L’album d’Emmanuelle Lambert, intitulé « Sidonie Gabrielle Colette » (Gallimard, 240 p. 29,90 €) donne à comprendre la singularité de cette éminence. « Elle n’a jamais cherché à être l’égal des hommes, elle les connaît tant, ils se connaissent si mal. Maintenant, elle les voit venir de loin, depuis ce temps hautain des grandes figures, depuis le pays ombrageux de la supériorité, note avec pertinence l’essayiste protestante. La sienne est totale. Femme et créatrice, saltimbanque et journaliste ; initiée et initiatrice, épouse et bisexuelle, croqueuse d’hommes et rangée, mère jouisseuse et libre. » Offrir un scandale à Noël ? Et pourquoi pas ? Colette était courageuse en plus d’être talentueuse. Bénédicte Vergez-Chaignon, toujours magnifique en historienne des temps tragiques, nous dévoile « Colette en guerre » (Flammarion, 334 p. 21,90 €). Goûtons sans retenue ce portrait d’une femme écrivain qui cherche le ton juste, entre les nécessités de la vie quotidienne et le refus des compromissions. « Colette, entre 1939 et 1945, fait de nombreux choix, minuscules ou importants, remarque Bénédicte Vergez-Chaignon. Le choix de continuer à écrire et à publier pour gagner sa vie. Le choix de demeurer résolument aux côtés d’un mari juif, de surcroît naturalisé, ce qui l’expose doublement aux persécutions allemandes et à la ségrégation française. Le choix de se démener pour se nourrir, se chauffer, s’habiller le mieux ou le moins mal possible… »

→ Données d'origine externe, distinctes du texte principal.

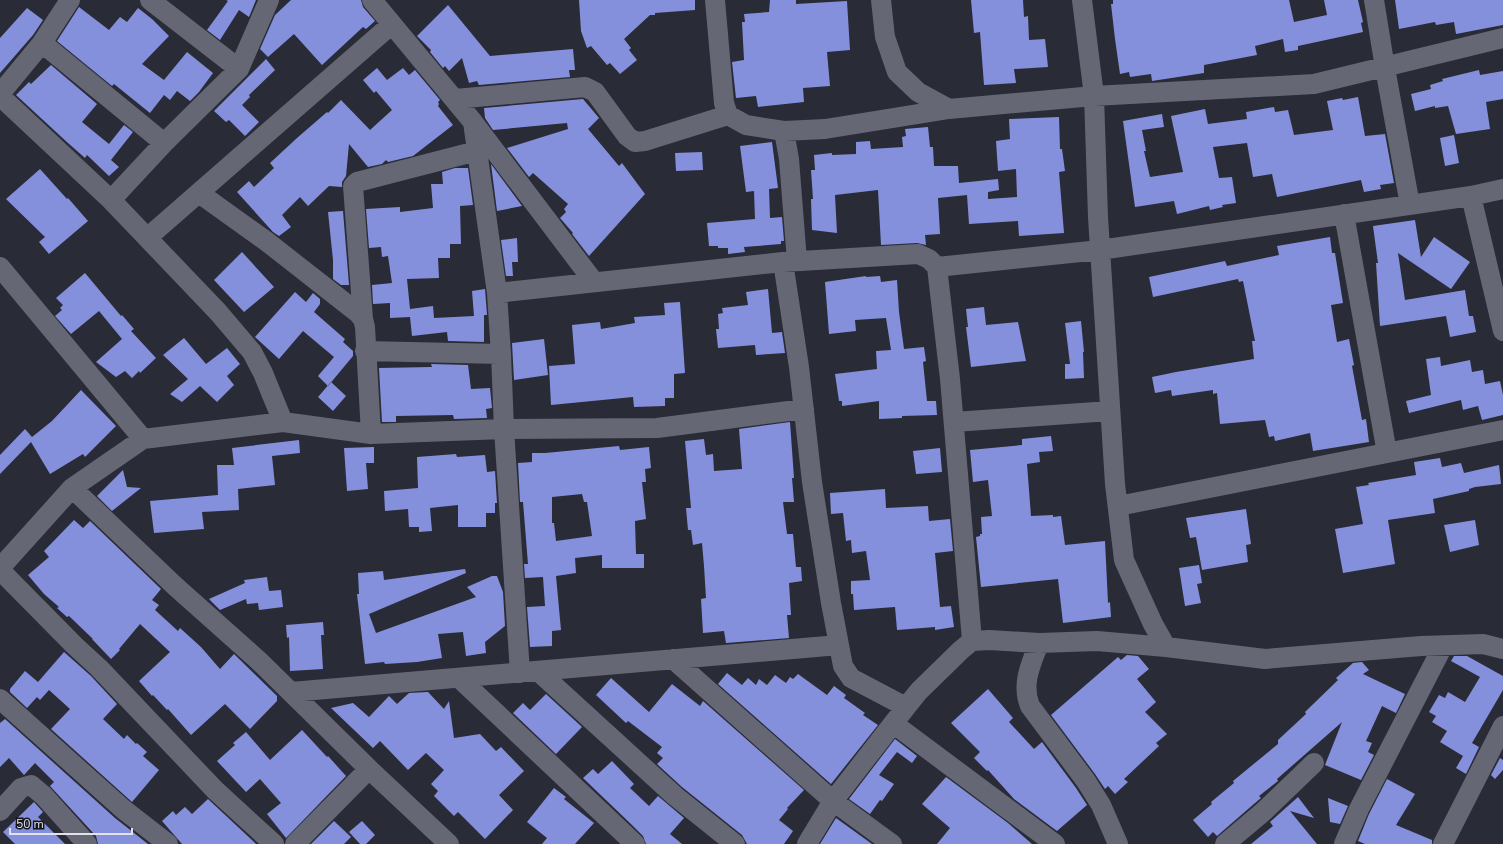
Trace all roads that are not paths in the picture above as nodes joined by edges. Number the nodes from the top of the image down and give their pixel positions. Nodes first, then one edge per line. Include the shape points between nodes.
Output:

N’allons pas trop vite ironiser, moquer cette femme de lettres aux prises avec les contingences. Le temps n’est plus des « No pasarán!» qu’avec imprudence et naïveté criaient les adolescents des années soixante dix. La guerre est à nos portes et nous allons voir ce que nous allons voir. Alors plutôt que de juger les ancêtres, méditons sur nos chances d’être plus ou moins courageux, plus ou moins formidables, et cultivons la modestie. Le tempérament se révèle quand on ne l’attend pas.
Les femmes auraient-elles en ce domaine un temps d’avance ? On n’en jurerait pas, mais les portraits de Colette que nous venons d’évoquer nous le font penser. Les nouvelles écrites par Lucile Bordes: « Aurélie et autres femmes sans nom » éditions Thierry Marchaisse, 128 p. 15,90 €) nous confortent dans cette impression. Le refus des effets, le souci d’atteindre une cible en évitant le gratuit, voilà bien le volume qui vaut le détour : « Le prix à payer est cher pour s’appartenir. Les femmes qui ne sont pas femmes de sont de mauvaise vie. Et les plus impitoyables sont les amies, les sœurs, le gynécée universel que ces gouapes trahissent de la pire des façons en s’affranchissant d’un joug dont les autres se savent complices. »
Comme en coda, citons Mélanie Levy-Thiébaut, qui dirige des orchestres et fait paraître « Une histoire vivante de la musique » (Flammarion, 487 p. 24,90 €). Autant le dire, cet ouvrage plein d’énergie, mobilisé par le désir d’initier, ravira tous ceux qui craignent de ne pas avoir les compétences pour apprécier la musique savante. Quant aux autres, ceux qui prétendent connaître sur le bout des doigts l’opus 111 de Beethoven, on espère qu’ils ne vont pas faire la fine bouche : ce n’est pas tous les jours qu’un gros volume aussi bien fichu paraît, conçu de surcroît par une musicienne professionnelle – et non par un journaliste mélomane, semblable, par exemple, à l’auteur de ces lignes.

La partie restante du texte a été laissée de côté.